DATA TO EXAMINE:
· · ·

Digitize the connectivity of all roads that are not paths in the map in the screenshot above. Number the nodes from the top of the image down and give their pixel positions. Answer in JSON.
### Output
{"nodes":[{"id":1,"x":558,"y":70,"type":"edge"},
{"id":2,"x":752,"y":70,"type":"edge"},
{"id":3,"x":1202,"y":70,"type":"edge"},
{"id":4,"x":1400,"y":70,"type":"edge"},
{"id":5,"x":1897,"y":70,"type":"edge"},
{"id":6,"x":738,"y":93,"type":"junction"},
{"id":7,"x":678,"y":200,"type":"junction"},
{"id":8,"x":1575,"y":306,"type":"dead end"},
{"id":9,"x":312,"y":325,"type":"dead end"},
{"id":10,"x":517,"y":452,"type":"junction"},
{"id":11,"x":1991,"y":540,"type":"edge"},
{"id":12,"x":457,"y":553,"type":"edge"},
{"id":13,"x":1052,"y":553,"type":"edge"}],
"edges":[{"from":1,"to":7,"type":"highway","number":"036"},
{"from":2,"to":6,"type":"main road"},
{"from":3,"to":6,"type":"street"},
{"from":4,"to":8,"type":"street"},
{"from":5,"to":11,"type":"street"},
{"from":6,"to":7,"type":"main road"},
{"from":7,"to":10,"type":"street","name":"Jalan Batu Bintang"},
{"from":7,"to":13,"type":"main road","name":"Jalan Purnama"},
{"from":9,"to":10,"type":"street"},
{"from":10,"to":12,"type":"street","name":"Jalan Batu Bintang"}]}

· · ·

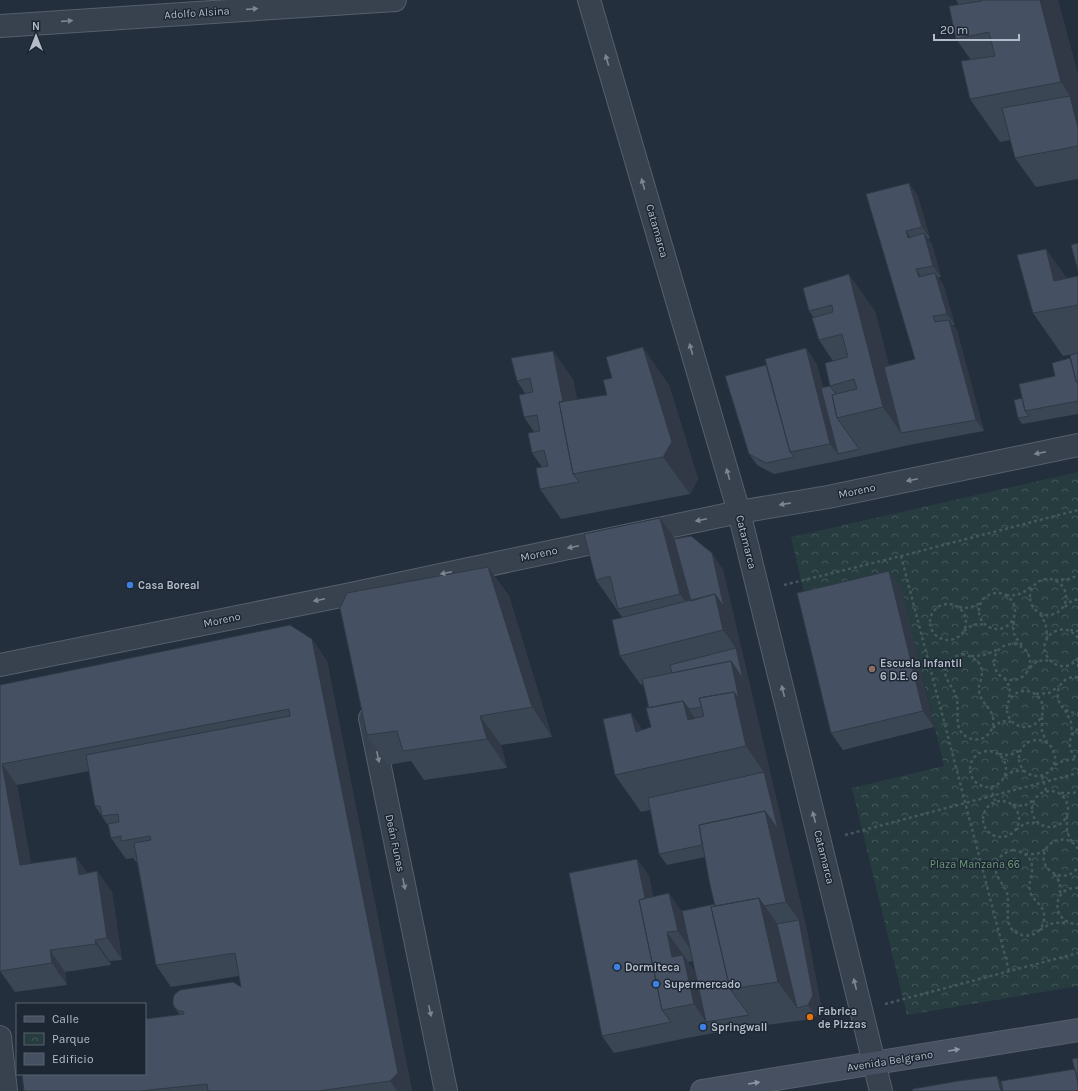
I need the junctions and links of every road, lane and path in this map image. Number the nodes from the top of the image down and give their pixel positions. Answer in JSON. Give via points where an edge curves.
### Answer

· · ·

WORK ITEM: The lines to copy are those above that contain the string "their".

OUTPUT:
Digitize the connectivity of all roads that are not paths in the map in the screenshot above. Number the nodes from the top of the image down and give their pixel positions. Answer in JSON.
I need the junctions and links of every road, lane and path in this map image. Number the nodes from the top of the image down and give their pixel positions. Answer in JSON. Give via points where an edge curves.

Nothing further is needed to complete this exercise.